Le Tribunal administratif de Montreuil a rejeté la requête de Mme B... comme manifestement irrecevable. Celle-ci demandait l'attribution d'un logement suite à une décision favorable de la commission de médiation du droit au logement opposable de la Seine-Saint-Denis du 3 avril 2024. Le juge a constaté que la requête, déposée le 4 avril 2025, était tardive car elle n'avait pas été présentée dans le délai de quatre mois suivant l'expiration des délais prévus par le code de la construction et de l'habitation, conformément à l'article R. 778-2 du code de justice administrative.
Texte intégral
Vu la procédure suivante :
Par une ordonnance du 28 août 2025, la présidente de la 4e section du Tribunal administratif de Paris a transmis le dossier de la requête de Mme A... B... au Tribunal administratif de Montreuil.
Par cette requête enregistrée le 4 avril 2025, Mme B... demande au Tribunal d’enjoindre au préfet de lui attribuer un logement répondant à ses besoins et capacités en application de la décision favorable de la commission de médiation du droit au logement opposable de la Seine-Saint-Denis du 3 avril 2024.
Vu les autres pièces du dossier.
Vu :
- le code de la construction et de l’habitation ;
- le code de justice administrative.
Considérant ce qui suit :
1. Aux termes du 4° de l’article R. 222-1 du code de justice administrative, les premiers vice-présidents des tribunaux administratifs peuvent, par ordonnance, « rejeter les requêtes manifestement irrecevables, lorsque la juridiction n'est pas tenue d'inviter leur auteur à les régulariser (…) ». Cette procédure ne nécessite ni instruction contradictoire préalable, ni convocation d’une audience.
2. Aux termes de l’article R. 778-2 du même code : « Les requêtes mentionnées à l'article R. 778-1 sont présentées dans un délai de quatre mois à compter de l'expiration des délais prévus aux articles R. 441-16-1, R. 441-17 et R. 441-18 du code de la construction et de l'habitation (…) ».
3. La demande de logement présentée par Mme B... a été reconnue prioritaire par la commission de médiation du droit au logement opposable de la Seine-Saint-Denis le 3 avril 2024. Cette décision l’informait de ce qu’elle pouvait saisir le Tribunal, notamment si aucune offre de logement ne lui était faite, à compter du 3 octobre 2024 et ce jusqu’au 4 février 2025. Or, la requête de Mme B... n’a été déposée au greffe du Tribunal administratif de Paris que le 4 avril 2025. Elle est donc tardive. Pour cette raison, la requête de Mme B... est manifestement irrecevable et doit être rejetée par ordonnance.
ORDONNE :
Article 1er : La requête de Mme B... est rejetée.
Article 2 : La présente ordonnance sera notifiée à Mme A... B....
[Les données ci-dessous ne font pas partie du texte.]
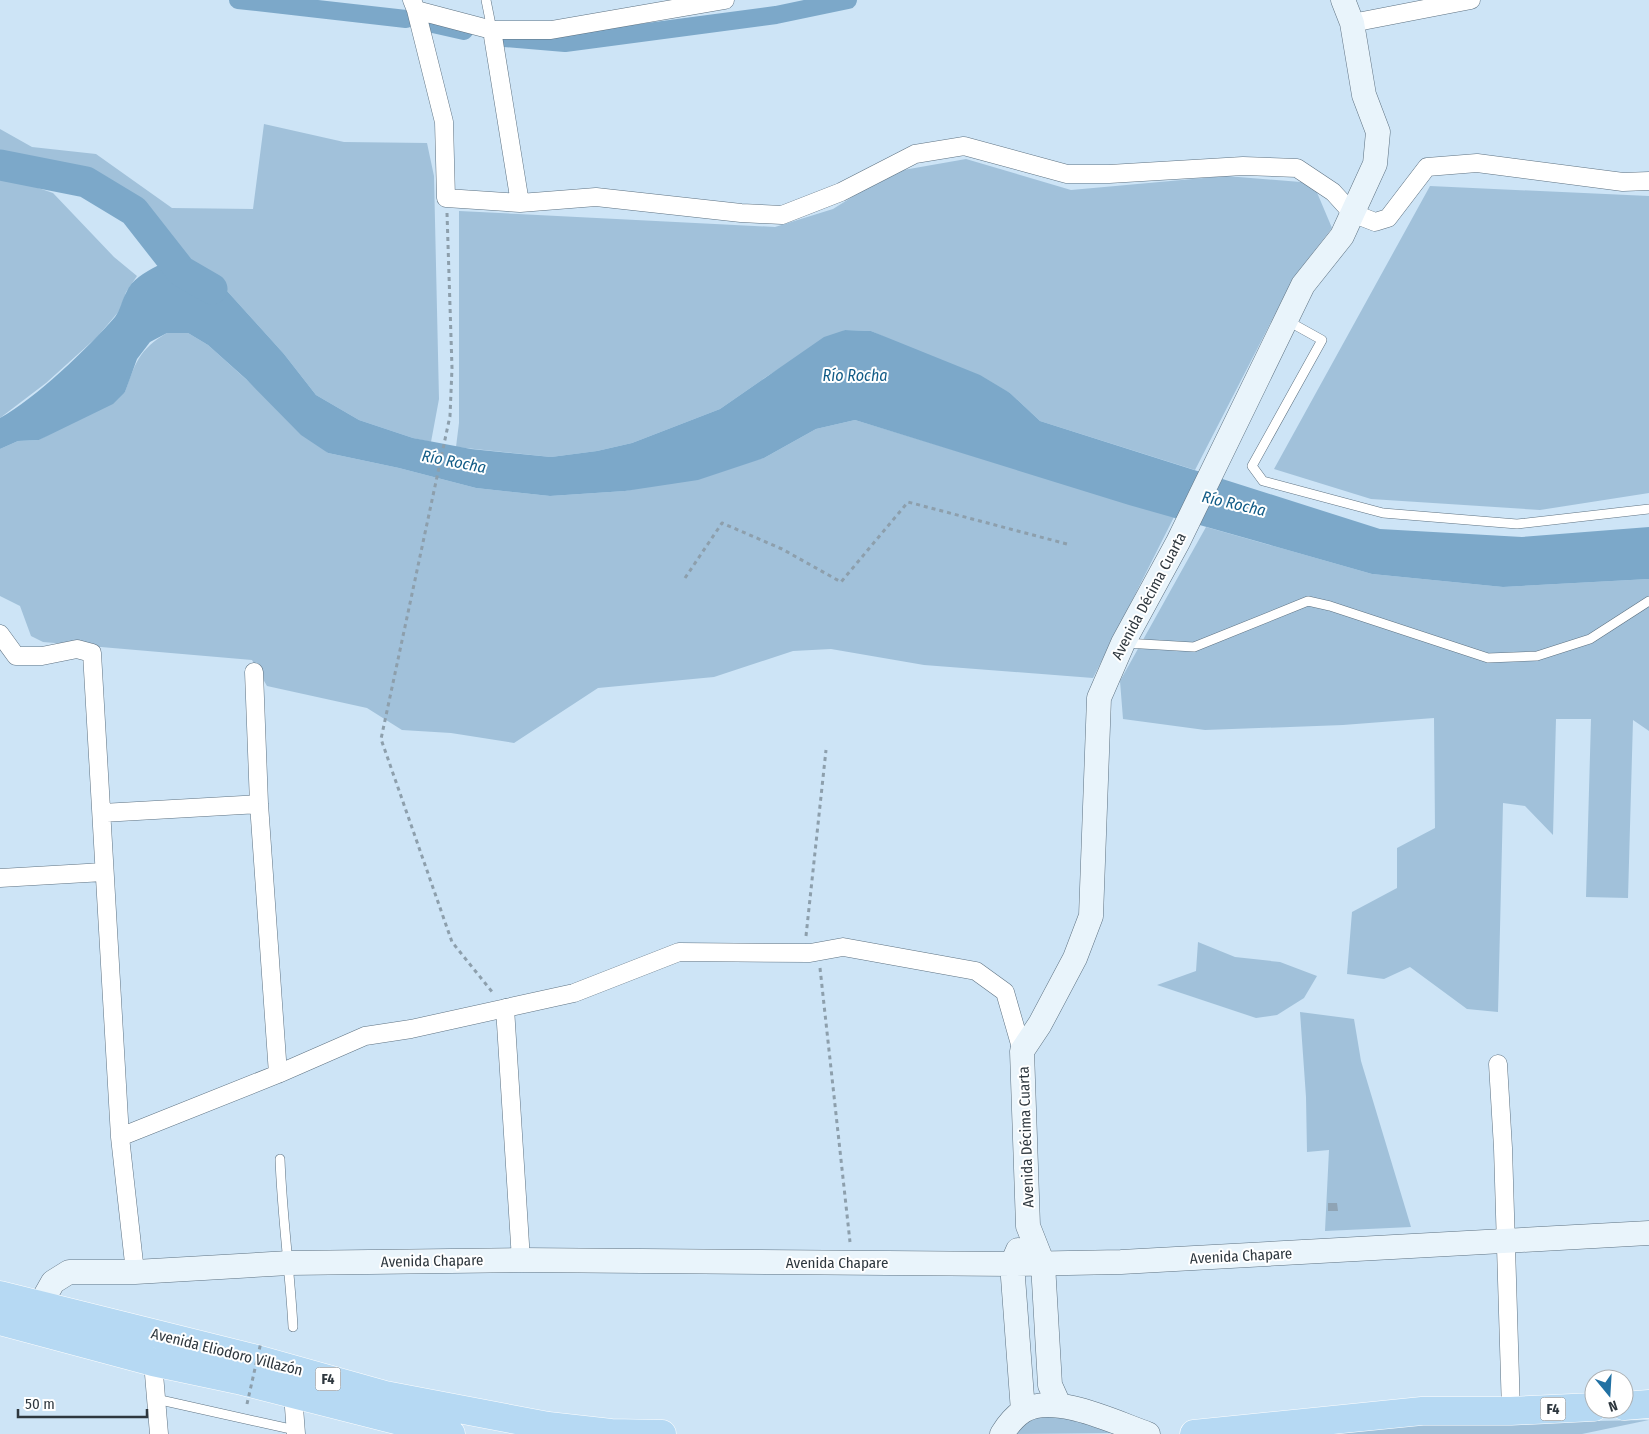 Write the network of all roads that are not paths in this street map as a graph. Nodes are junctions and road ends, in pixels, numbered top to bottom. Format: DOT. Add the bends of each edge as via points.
graph roads {
  1 [pos="486,0"];
  2 [pos="725,0"];
  3 [pos="1343,0"];
  4 [pos="1471,0"];
  5 [pos="414,5"];
  6 [pos="1352,23"];
  7 [pos="492,30"];
  8 [pos="1649,181"];
  9 [pos="520,203"];
  10 [pos="1352,213"];
  11 [pos="1286,320"];
  12 [pos="1649,509"];
  13 [pos="1649,601"];
  14 [pos="0,634"];
  15 [pos="1123,642"];
  16 [pos="254,672"];
  17 [pos="259,804"];
  18 [pos="102,813"];
  19 [pos="104,872"];
  20 [pos="0,878"];
  21 [pos="504,1008"];
  22 [pos="1022,1051"];
  23 [pos="1498,1064"];
  24 [pos="278,1074"];
  25 [pos="120,1137"];
  26 [pos="280,1159"];
  27 [pos="1028,1226"];
  28 [pos="1649,1233"];
  29 [pos="1505,1240"];
  30 [pos="521,1260"];
  31 [pos="289,1263"];
  32 [pos="1012,1264"];
  33 [pos="1043,1264"];
  34 [pos="135,1272"];
  35 [pos="0,1295"];
  36 [pos="40,1305"];
  37 [pos="0,1321"];
  38 [pos="293,1327"];
  39 [pos="153,1362"];
  40 [pos="293,1394"];
  41 [pos="156,1399"];
  42 [pos="1649,1404"];
  43 [pos="1059,1405"];
  44 [pos="1634,1405"];
  45 [pos="1584,1407"];
  46 [pos="1023,1411"];
  47 [pos="1511,1411"];
  48 [pos="295,1432"];
  49 [pos="159,1434"];
  50 [pos="451,1434"];
  51 [pos="662,1434"];
  52 [pos="1002,1434"];
  53 [pos="1148,1434"];
  54 [pos="1194,1434"];
  1 -- 7 [label="lane"];
  2 -- 7 [label="street" via="551,30"];
  3 -- 6 [label="main road, Avenida Décima Cuarta"];
  4 -- 6 [label="street"];
  5 -- 7 [label="street"];
  5 -- 9 [label="street" via="444,122 446,198"];
  6 -- 10 [label="main road, Avenida Décima Cuarta" via="1364,95 1378,132 1375,164"];
  7 -- 9 [label="street"];
  8 -- 10 [label="street" via="1623,182 1477,163 1427,167 1388,218 1375,222"];
  9 -- 10 [label="street" via="596,197 782,215 841,192 915,154 964,146 1067,174 1243,166 1297,168 1333,192"];
  10 -- 11 [label="main road, Avenida Décima Cuarta" via="1342,236 1303,285"];
  11 -- 12 [label="lane" via="1322,340 1252,466 1263,481 1383,513 1517,524"];
  11 -- 15 [label="main road, Avenida Décima Cuarta" via="1178,542"];
  13 -- 15 [label="lane" via="1590,639 1538,656 1488,658 1308,601 1194,647"];
  14 -- 18 [label="street" via="16,656 42,656 77,649 92,653"];
  15 -- 22 [label="main road, Avenida Décima Cuarta" via="1099,698 1091,916 1075,958"];
  16 -- 17 [label="street"];
  17 -- 18 [label="street"];
  17 -- 24 [label="street"];
  18 -- 19 [label="street"];
  19 -- 20 [label="street"];
  19 -- 25 [label="street"];
  21 -- 22 [label="street" via="574,993 679,952 818,952 843,948 976,972 1005,992"];
  21 -- 24 [label="street" via="365,1036"];
  21 -- 30 [label="street"];
  22 -- 27 [label="main road, Avenida Décima Cuarta"];
  23 -- 29 [label="street"];
  24 -- 25 [label="street"];
  25 -- 34 [label="street"];
  26 -- 31 [label="lane"];
  27 -- 32 [label="main road, Avenida Décima Cuarta"];
  27 -- 33 [label="main road, Avenida Décima Cuarta"];
  28 -- 29 [label="main road, Avenida Chapare"];
  29 -- 33 [label="main road, Avenida Chapare"];
  29 -- 47 [label="street"];
  30 -- 31 [label="main road, Avenida Chapare"];
  30 -- 32 [label="main road, Avenida Chapare"];
  31 -- 34 [label="main road, Avenida Chapare"];
  31 -- 38 [label="lane"];
  32 -- 33 [label="main road, Avenida Chapare"];
  32 -- 46 [label="main road, Avenida Décima Cuarta"];
  33 -- 43 [label="main road, Avenida Décima Cuarta" via="1050,1385"];
  34 -- 36 [label="main road, Avenida Chapare" via="69,1272 53,1282"];
  35 -- 36 [label="highway, Avenida Eliodoro Villazón / F4"];
  36 -- 51 [label="highway, Avenida Eliodoro Villazón / F4" via="385,1395 548,1426 611,1433"];
  37 -- 39 [label="highway, Avenida Eliodoro Villazón / F4"];
  39 -- 40 [label="highway, Avenida Eliodoro Villazón / F4"];
  39 -- 41 [label="street"];
  40 -- 48 [label="street"];
  40 -- 50 [label="highway, Avenida Eliodoro Villazón / F4"];
  41 -- 48 [label="lane"];
  41 -- 49 [label="street"];
  42 -- 44 [label="highway"];
  43 -- 46 [label="main road" via="1042,1405"];
  43 -- 53 [label="main road"];
  45 -- 47 [label="highway, F4"];
  46 -- 52 [label="main road"];
  47 -- 54 [label="highway, F4" via="1422,1411"];
}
Fait à Montreuil, le 13 octobre 2025.
Le premier vice-président,
P. Le Garzic
La République mande et ordonne au ministre de la ville et du logement en ce qui le concerne ou à tous commissaires de justice à ce requis en ce qui concerne les voies de droit commun contre les parties privées, de pourvoir à l'exécution de la présente décision.